Every patient has a mom or a friend or a cousin whose life was “saved” by treatment. Itʼs hard to tell someone that momʼs double mastectomy may not have saved her life. The breast cancer survivor is a modern heroine, clad in pink, surrounded by family, walking for the cure. It won’t be so easy to recast her as a stooge of bad medical information.
What makes this harder is that there are camps fiercely interested in one side or the other. H. Gilbert Welch, one of the lead authors of the new study and a known screening skeptic, published the book Overdiagnosed: Making People Sick in the Pursuit of Health in 2011. (He is the same researcher who worked to debunk the use of PSA screenings for men and prostate cancer.) “Overdiagnosis causes harm ranging from unnecessary worry to death in rare instances,” Welch once told Time. Welch’s skepticism about screening tests makes him a radical in the world of preventative medicine. He asks uncomfortable questions that threaten the equanimity of both patients and doctors.

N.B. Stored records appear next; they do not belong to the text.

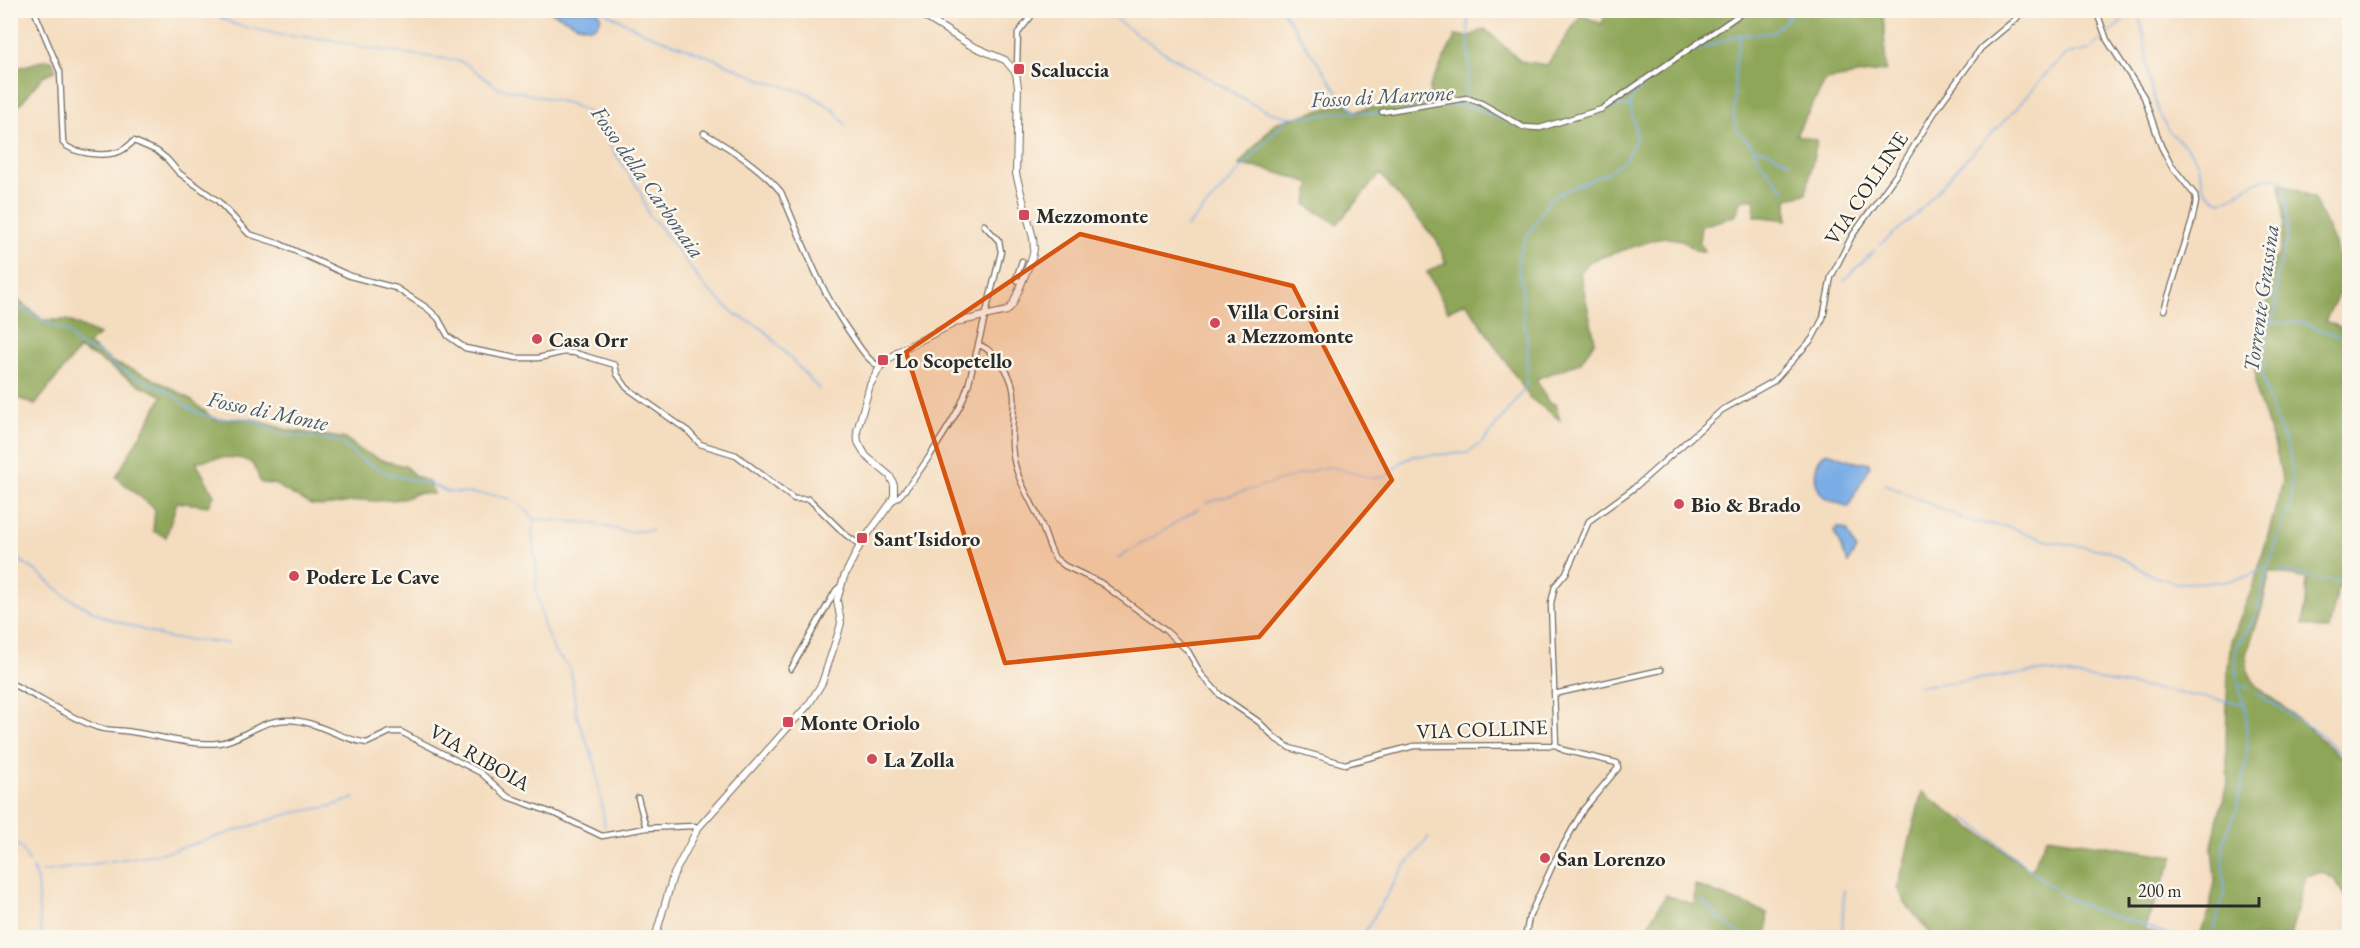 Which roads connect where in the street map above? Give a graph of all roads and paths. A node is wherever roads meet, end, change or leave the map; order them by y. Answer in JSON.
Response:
{"nodes":[{"id":1,"x":34,"y":10,"type":"edge"},
{"id":2,"x":914,"y":10,"type":"edge"},
{"id":3,"x":1036,"y":10,"type":"edge"},
{"id":4,"x":1746,"y":10,"type":"edge"},
{"id":5,"x":2023,"y":10,"type":"edge"},
{"id":6,"x":2096,"y":10,"type":"edge"},
{"id":7,"x":1014,"y":70,"type":"junction"},
{"id":8,"x":1382,"y":112,"type":"dead end"},
{"id":9,"x":704,"y":133,"type":"dead end"},
{"id":10,"x":984,"y":225,"type":"dead end"},
{"id":11,"x":1022,"y":261,"type":"dead end"},
{"id":12,"x":1022,"y":283,"type":"junction"},
{"id":13,"x":2164,"y":310,"type":"dead end"},
{"id":14,"x":984,"y":315,"type":"junction"},
{"id":15,"x":978,"y":344,"type":"junction"},
{"id":16,"x":880,"y":367,"type":"junction"},
{"id":17,"x":892,"y":501,"type":"junction"},
{"id":18,"x":860,"y":545,"type":"junction"},
{"id":19,"x":841,"y":585,"type":"junction"},
{"id":20,"x":790,"y":669,"type":"dead end"},
{"id":21,"x":1661,"y":670,"type":"dead end"},
{"id":22,"x":10,"y":683,"type":"edge"},
{"id":23,"x":1554,"y":694,"type":"junction"},
{"id":24,"x":1556,"y":746,"type":"junction"},
{"id":25,"x":638,"y":798,"type":"dead end"},
{"id":26,"x":646,"y":828,"type":"junction"},
{"id":27,"x":698,"y":828,"type":"junction"},
{"id":28,"x":655,"y":938,"type":"edge"},
{"id":29,"x":1525,"y":938,"type":"edge"}],
"edges":[{"from":1,"to":18,"type":"street"},
{"from":2,"to":7,"type":"main road"},
{"from":3,"to":7,"type":"street"},
{"from":4,"to":8,"type":"street"},
{"from":5,"to":23,"type":"street","name":"VIA COLLINE"},
{"from":6,"to":13,"type":"street"},
{"from":7,"to":12,"type":"main road"},
{"from":9,"to":16,"type":"street"},
{"from":10,"to":14,"type":"street"},
{"from":11,"to":12,"type":"street"},
{"from":12,"to":14,"type":"main road"},
{"from":14,"to":15,"type":"street"},
{"from":14,"to":16,"type":"main road"},
{"from":15,"to":17,"type":"street"},
{"from":15,"to":24,"type":"street","name":"VIA COLLINE"},
{"from":16,"to":17,"type":"main road"},
{"from":17,"to":18,"type":"main road"},
{"from":18,"to":19,"type":"main road"},
{"from":19,"to":20,"type":"street"},
{"from":19,"to":27,"type":"main road"},
{"from":21,"to":23,"type":"street"},
{"from":22,"to":26,"type":"street","name":"VIA RIBOIA"},
{"from":23,"to":24,"type":"street","name":"VIA COLLINE"},
{"from":24,"to":29,"type":"street"},
{"from":25,"to":26,"type":"street"},
{"from":26,"to":27,"type":"street","name":"VIA RIBOIA"},
{"from":27,"to":28,"type":"main road"}]} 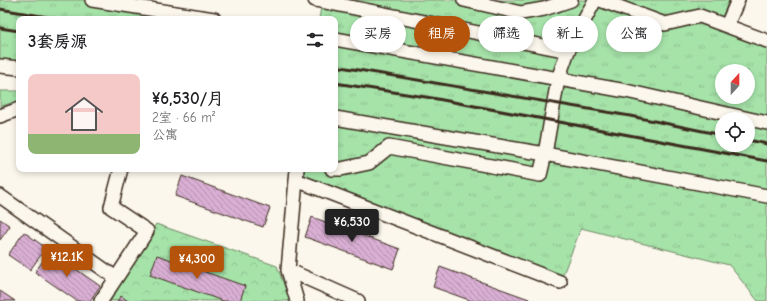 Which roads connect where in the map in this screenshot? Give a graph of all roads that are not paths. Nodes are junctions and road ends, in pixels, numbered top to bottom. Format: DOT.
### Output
graph roads {
  1 [pos="92,0"];
  2 [pos="320,0"];
  3 [pos="464,0"];
  4 [pos="571,0"];
  5 [pos="595,0"];
  6 [pos="600,0"];
  7 [pos="738,0"];
  8 [pos="195,16"];
  9 [pos="587,16"];
  10 [pos="727,26"];
  11 [pos="338,40"];
  12 [pos="767,41"];
  13 [pos="542,46"];
  14 [pos="568,52"];
  15 [pos="0,66"];
  16 [pos="16,68"];
  17 [pos="558,79"];
  18 [pos="16,110"];
  19 [pos="0,116"];
  20 [pos="338,119"];
  21 [pos="767,123"];
  22 [pos="545,154"];
  23 [pos="338,169"];
  24 [pos="120,172"];
  25 [pos="297,174"];
  26 [pos="0,196"];
  27 [pos="767,196"];
  28 [pos="288,270"];
  29 [pos="116,278"];
  30 [pos="560,282"];
  31 [pos="101,301"];
  32 [pos="297,301"];
  33 [pos="358,301"];
  1 -- 8 [label="street"];
  2 -- 13 [label="street"];
  3 -- 4 [label="street"];
  5 -- 9 [label="street"];
  6 -- 10 [label="street"];
  7 -- 10 [label="street"];
  10 -- 12 [label="street"];
  11 -- 17 [label="street"];
  14 -- 17 [label="street"];
  15 -- 16 [label="street"];
  17 -- 21 [label="street"];
  17 -- 22 [label="street"];
  18 -- 19 [label="street"];
  20 -- 22 [label="street"];
  22 -- 23 [label="street"];
  22 -- 27 [label="street"];
  24 -- 29 [label="street"];
  25 -- 28 [label="street"];
  25 -- 30 [label="street"];
  26 -- 29 [label="street"];
  28 -- 32 [label="street"];
  28 -- 33 [label="street"];
  29 -- 31 [label="street"];
}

And to be clear, my equanimity is sufficiently threatened by this study. I need to figure out how to integrate this new data into my practice. I suppose I will tell my patients:
We know a mammogram finds early cancer, but we have no way of telling if this early cancer would have killed you without treatment. Every mammogram may put you at risk for getting cancer treatment you don’t need. However, not getting a mammogram also has risks. We may not find a rare, early cancer that may become deadly.
In the past, when I would put that kind of decision to a patient, she would say, “Doc, what should I do?” In this case, I’ll have to say, “I don’t know.” But of course I won’t be able to leave it at that. People expect their doctors to have an opinion. People are looking for guidance. So I guess I’ll have to say, “It depends on what makes you more uncomfortable: the idea of unnecessary treatment or the idea of a missed cancer.”
But when she asks me if she’ll be OK if she skips the mammogram, I’ll be back to, “I don’t know.”